Allie doesn’t know what my clients and I know. She doesn’t know that by doing that she’s positioned herself to experience exactly what she thought she was preventing: somewhere down the line she’s going to be misgendered.
And she’ll keep being misgendered until she does something about beliefs she has creating those situations.
Those situations don’t have to happen to any trans woman. That they happen at all says something every trans woman should want to know: that the world is a diverse place. While there are many people out there who are anti-trans and more than willing to call out trans people using the wrong bathroom or misgender trans people, there are plenty of people who won’t do those things. There are people out there who will see trans women for what and who they are and treat them thusly. Like me, for example.
This is why I constantly write about how great the world is getting for trans people. I do that because it IS getting better.
But as long as trans women focus on and amplify situations where they are misgendered, where anti-trans legislation is being crafted, or whatever JK Rowling Tweets, they create more momentum behind such experiences. That momentum builds until suddenly, seemingly, even the government is against trans people. Even though it’s not. Nor is the rest of society.
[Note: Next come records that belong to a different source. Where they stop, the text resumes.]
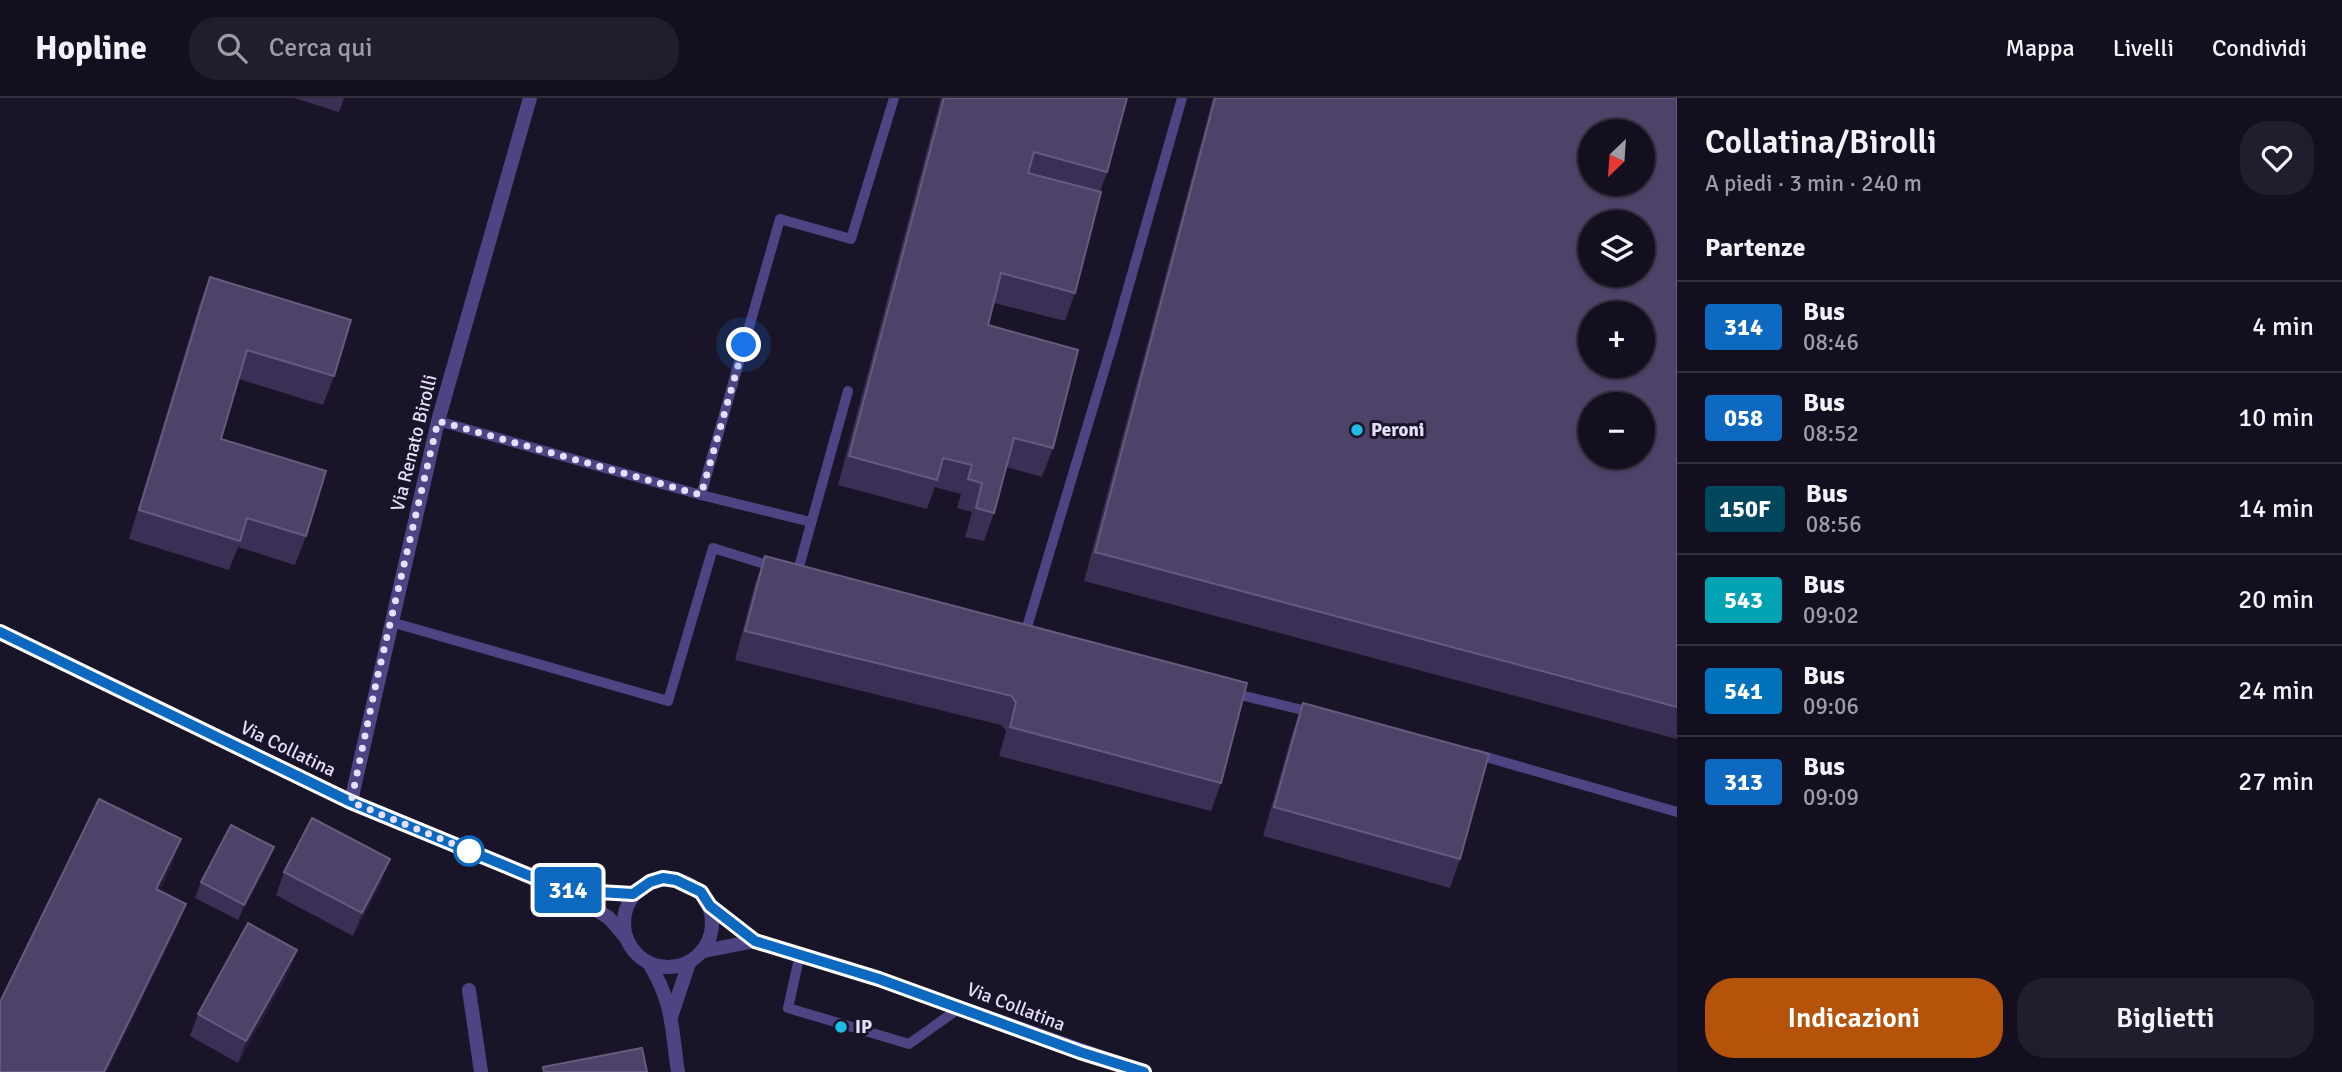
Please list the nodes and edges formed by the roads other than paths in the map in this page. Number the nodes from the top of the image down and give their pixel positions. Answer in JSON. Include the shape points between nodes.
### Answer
{"nodes":[{"id":1,"x":530,"y":98,"type":"edge"},
{"id":2,"x":894,"y":98,"type":"edge"},
{"id":3,"x":1182,"y":98,"type":"edge"},
{"id":4,"x":848,"y":391,"type":"dead end"},
{"id":5,"x":438,"y":421,"type":"junction"},
{"id":6,"x":701,"y":495,"type":"junction"},
{"id":7,"x":811,"y":522,"type":"junction"},
{"id":8,"x":797,"y":574,"type":"junction"},
{"id":9,"x":809,"y":578,"type":"edge"},
{"id":10,"x":391,"y":622,"type":"junction"},
{"id":11,"x":0,"y":632,"type":"edge"},
{"id":12,"x":1010,"y":636,"type":"edge"},
{"id":13,"x":1023,"y":639,"type":"junction"},
{"id":14,"x":1035,"y":643,"type":"edge"},
{"id":15,"x":1218,"y":689,"type":"edge"},
{"id":16,"x":1324,"y":716,"type":"edge"},
{"id":17,"x":1469,"y":752,"type":"edge"},
{"id":18,"x":351,"y":802,"type":"junction"},
{"id":19,"x":1677,"y":812,"type":"edge"},
{"id":20,"x":564,"y":890,"type":"junction"},
{"id":21,"x":633,"y":894,"type":"junction"},
{"id":22,"x":710,"y":906,"type":"junction"},
{"id":23,"x":627,"y":939,"type":"junction"},
{"id":24,"x":755,"y":941,"type":"junction"},
{"id":25,"x":704,"y":951,"type":"junction"},
{"id":26,"x":800,"y":954,"type":"junction"},
{"id":27,"x":649,"y":963,"type":"junction"},
{"id":28,"x":689,"y":963,"type":"junction"},
{"id":29,"x":469,"y":990,"type":"dead end"},
{"id":30,"x":961,"y":1006,"type":"junction"},
{"id":31,"x":672,"y":1014,"type":"junction"},
{"id":32,"x":481,"y":1072,"type":"edge"},
{"id":33,"x":678,"y":1072,"type":"edge"},
{"id":34,"x":1144,"y":1072,"type":"edge"}],
"edges":[{"from":1,"to":5,"type":"street","name":"Via Renato Birolli"},
{"from":2,"to":6,"type":"lane","via":[[851,239],[780,219]]},
{"from":3,"to":13,"type":"lane"},
{"from":4,"to":7,"type":"lane"},
{"from":5,"to":6,"type":"lane"},
{"from":5,"to":10,"type":"street","name":"Via Renato Birolli"},
{"from":6,"to":7,"type":"lane"},
{"from":7,"to":8,"type":"lane"},
{"from":8,"to":9,"type":"lane"},
{"from":8,"to":10,"type":"lane","via":[[713,548],[667,701]]},
{"from":10,"to":18,"type":"street","name":"Via Renato Birolli"},
{"from":11,"to":18,"type":"street","name":"Via Collatina"},
{"from":12,"to":13,"type":"lane"},
{"from":13,"to":14,"type":"lane"},
{"from":15,"to":16,"type":"lane"},
{"from":17,"to":19,"type":"lane"},
{"from":18,"to":20,"type":"street","name":"Via Collatina"},
{"from":20,"to":21,"type":"street","name":"Via Collatina"},
{"from":20,"to":23,"type":"street","name":"Via Collatina","via":[[609,918]]},
{"from":21,"to":22,"type":"street","via":[[663,878],[701,892]]},
{"from":21,"to":23,"type":"street","via":[[625,907]]},
{"from":22,"to":24,"type":"street","name":"Via Collatina"},
{"from":22,"to":25,"type":"street","via":[[711,932]]},
{"from":23,"to":27,"type":"street","via":[[635,953]]},
{"from":24,"to":25,"type":"street","name":"Via Collatina"},
{"from":24,"to":26,"type":"street","name":"Via Collatina"},
{"from":25,"to":28,"type":"street"},
{"from":26,"to":30,"type":"street","name":"Via Collatina"},
{"from":26,"to":30,"type":"lane","via":[[788,1008],[909,1044]]},
{"from":27,"to":28,"type":"street","via":[[669,967]]},
{"from":27,"to":31,"type":"street"},
{"from":28,"to":31,"type":"street"},
{"from":29,"to":32,"type":"street"},
{"from":30,"to":34,"type":"street","name":"Via Collatina"},
{"from":31,"to":33,"type":"street"}]}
It’s hard to hear but no less false
It seems counterintuitive but taking one’s attention away from such events also takes all the wind out of the sails propelling such events to their fruition. That’s right, we don’t eliminate transphobia by collectively pushing against it. That elimination happens at the individual level, with each individual choosing thoughts and beliefs which makes it impossible for the transphobe to find that person. When every trans person does that, transphobes will still exist, but they won’t have any impact on the community.
That they do have an impact tells us there are many trans people focusing on transphobia and other unwanted situations. That focus turns into experiences. And that’s why those on the receiving end of transphobia experience those things. Nothing, no one else is responsible.
That can be hard to hear for someone feeling victimized by transphobia. But there are no victims. Only powerful creators being too stubborn to accept that they create their reality, then taking the reins of the creation process and creating something they want, instead of what they don’t.
You can lead a horse to water, goes the saying. I’m willing to write millions of words to lead every trans woman to the refreshing, thirst-quenching power they possess. I realize, however, that few are ready to hear what I’m sharing.
Those who do hear find themselves free of what most trans women complain about. They’re in successful careers. They’re married to cisgender men. In other words, they’re getting lives they love because they’re deliberately creating them.
They’ve broken free of the physical reality most transgender women face. They’ve done it by doing something out of the ordinary: by becoming curious about the idea that they create their reality. No one else.